Waterfall Park is in a horseshoe-shaped canyon off the Lake Hayes-Arrowtown Road.
Thirty metres above, on the crest of a spectacular Mill Creek waterfall, the area is surrounded on three sides by Millbrook Resort.
The portion of Mill Creek below the waterfall is renowned as a brown trout spawning bed.
The property, on three adjacent titles, is 14.7 hectares and has been owned by South Island Asian investor Pan Tai Holdings since 1993.
The main building is a somewhat dilapidated A-frame-like structure which formerly operated as a function centre.
Several years ago it was the base for a short-lived Maori cultural activity, Haka Pa Queenstown.
One of the property’s main selling points is a special Waterfall Park resort zoning in the district plan, similar to Millbrook Resort and Jack’s Point.
The zoning provides for up to 100 residential units.
There’s also provision for a village centre area, where the main building is, that allows for amenities like bars, restaurants, theatre, conference, cultural and resort facilities.
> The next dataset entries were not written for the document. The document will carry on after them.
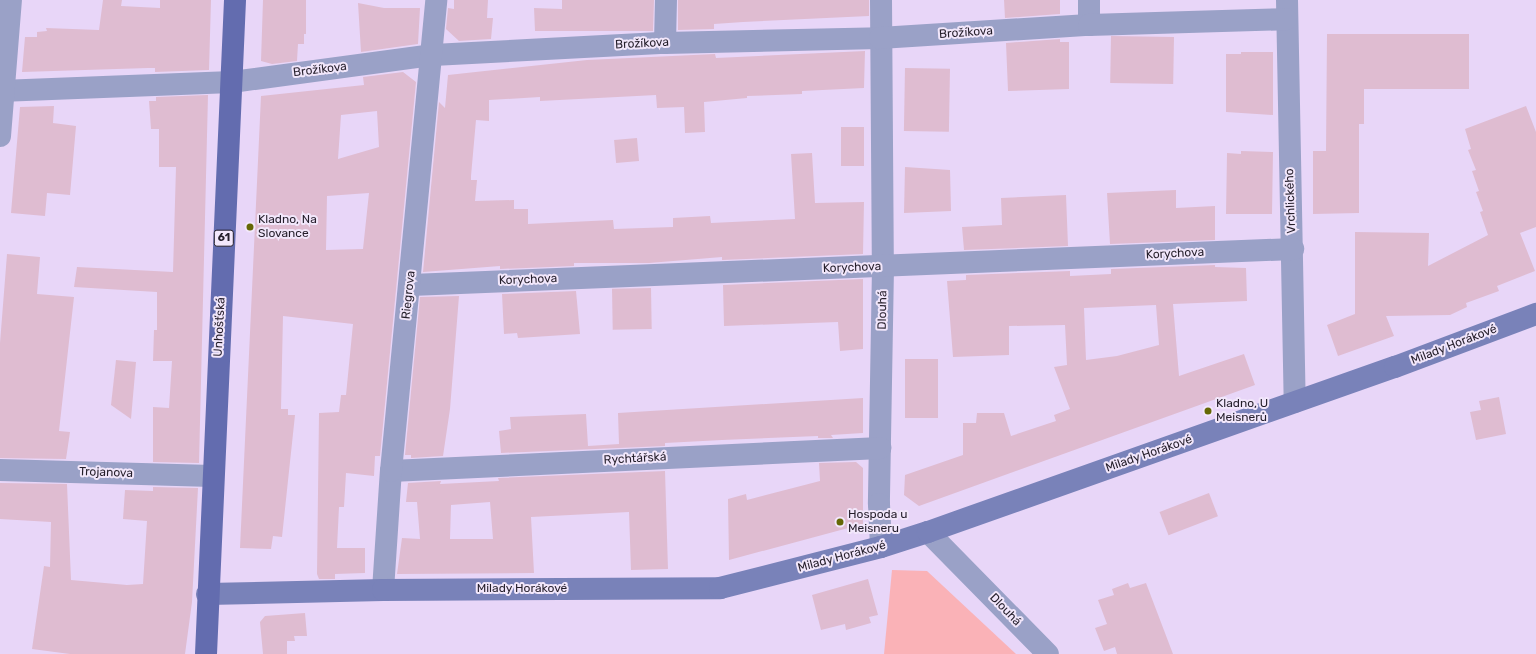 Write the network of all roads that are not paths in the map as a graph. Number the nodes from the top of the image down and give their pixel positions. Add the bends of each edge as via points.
1 (11, 0) edge
2 (235, 0) edge
3 (436, 0) edge
4 (666, 0) edge
5 (881, 0) edge
6 (1089, 0) edge
7 (1286, 10) edge
8 (1089, 25) junction
9 (880, 38) junction
10 (665, 43) junction
11 (433, 55) junction
12 (232, 82) junction
13 (2, 91) edge
14 (0, 136) edge
15 (1293, 249) junction
16 (883, 267) junction
17 (411, 285) junction
18 (1536, 314) edge
19 (1295, 402) junction
20 (880, 448) junction
21 (0, 470) edge
22 (391, 471) junction
23 (212, 476) junction
24 (928, 532) junction
25 (881, 547) junction
26 (382, 590) junction
27 (207, 594) junction
28 (206, 654) edge
29 (1048, 654) edge

1 - 13 street
2 - 12 main road, Unhošťská / 61
3 - 11 street, Riegrova
4 - 10 street
5 - 9 street, Dlouhá
6 - 8 street
7 - 8 street, Brožíkova
7 - 15 street, Vrchlického
8 - 9 street, Brožíkova
9 - 10 street, Brožíkova
9 - 16 street, Dlouhá
10 - 11 street, Brožíkova
11 - 12 street, Brožíkova
11 - 17 street, Riegrova
12 - 13 street, Brožíkova
12 - 23 main road, Unhošťská / 61
13 - 14 street
15 - 16 street, Korychova
15 - 19 street, Vrchlického
16 - 17 street, Korychova
16 - 20 street, Dlouhá
17 - 22 street, Riegrova
18 - 19 main road, Milady Horákové
19 - 24 main road, Milady Horákové
20 - 22 street, Rychtářská
20 - 25 street, Dlouhá
21 - 23 street, Trojanova
22 - 26 street, Riegrova
23 - 27 main road, Unhošťská / 61
24 - 25 main road, Milady Horákové
24 - 29 street, Dlouhá
25 - 26 main road, Milady Horákové via 720,588
26 - 27 main road, Milady Horákové
27 - 28 main road, Unhošťská / 61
However an elevated part of the property overlooking Lake Hayes – the latest title to be added – appears to be zoned rural general.
Waterfall Park’s listing agent, Bayleys Queenstown owner David Murray, describes it as “one of the most exciting properties I’ve seen in 40 years selling real estate”.
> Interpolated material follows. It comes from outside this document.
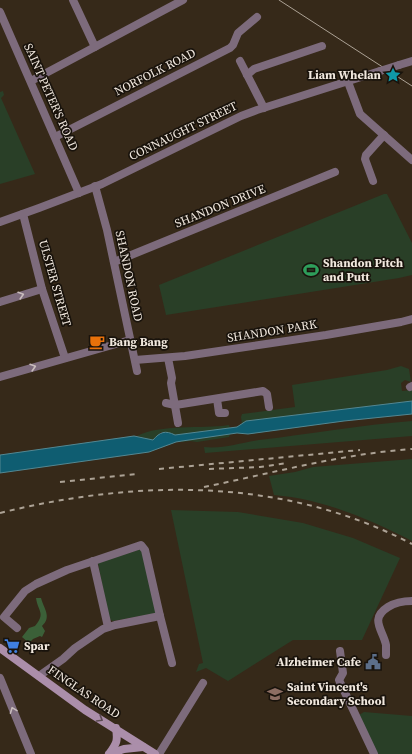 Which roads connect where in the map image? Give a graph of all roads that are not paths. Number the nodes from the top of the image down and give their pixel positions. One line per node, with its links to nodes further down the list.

“It’s remarkably unique from every angle – the zoning, the location, the shape of the land.
“It has the potential for intensive use or just one grand estate with perhaps various out-buildings.
“I think it’s a property to fall in love with – somebody’s going to take it on as a special project.”
Murray says he’s already fielding overseas enquiries.
“Someone will turn its apparent challenge into a strength.”
Queenstowner Kevin Ritchie – Waterfall Park’s original developer – is someone taking an interest in the sale.
He bought the then four-hectare property off Wilf Cotton in 1971 for $8000.
Ritchie says he didn’t know about the waterfall till he was walking above it with his fiancee.
“I said, ‘I can hear rapids’, and climbed down to have a look – the waterfall was covered in big willow trees.”
Ritchie says he borrowed $7200 from his fiancee to buy it. He put a road into the property and put the A-frame-like building up in the late ‘70s. Ritchie ran it as a function centre and museum till selling the property in 1984 for $300,000.
Seeing the property now selling for $5m “makes me laugh”, he says.
“If I was young I’d be annoyed but what use is it now?
“I’m 81 on Saturday and staying alive is the main thing.”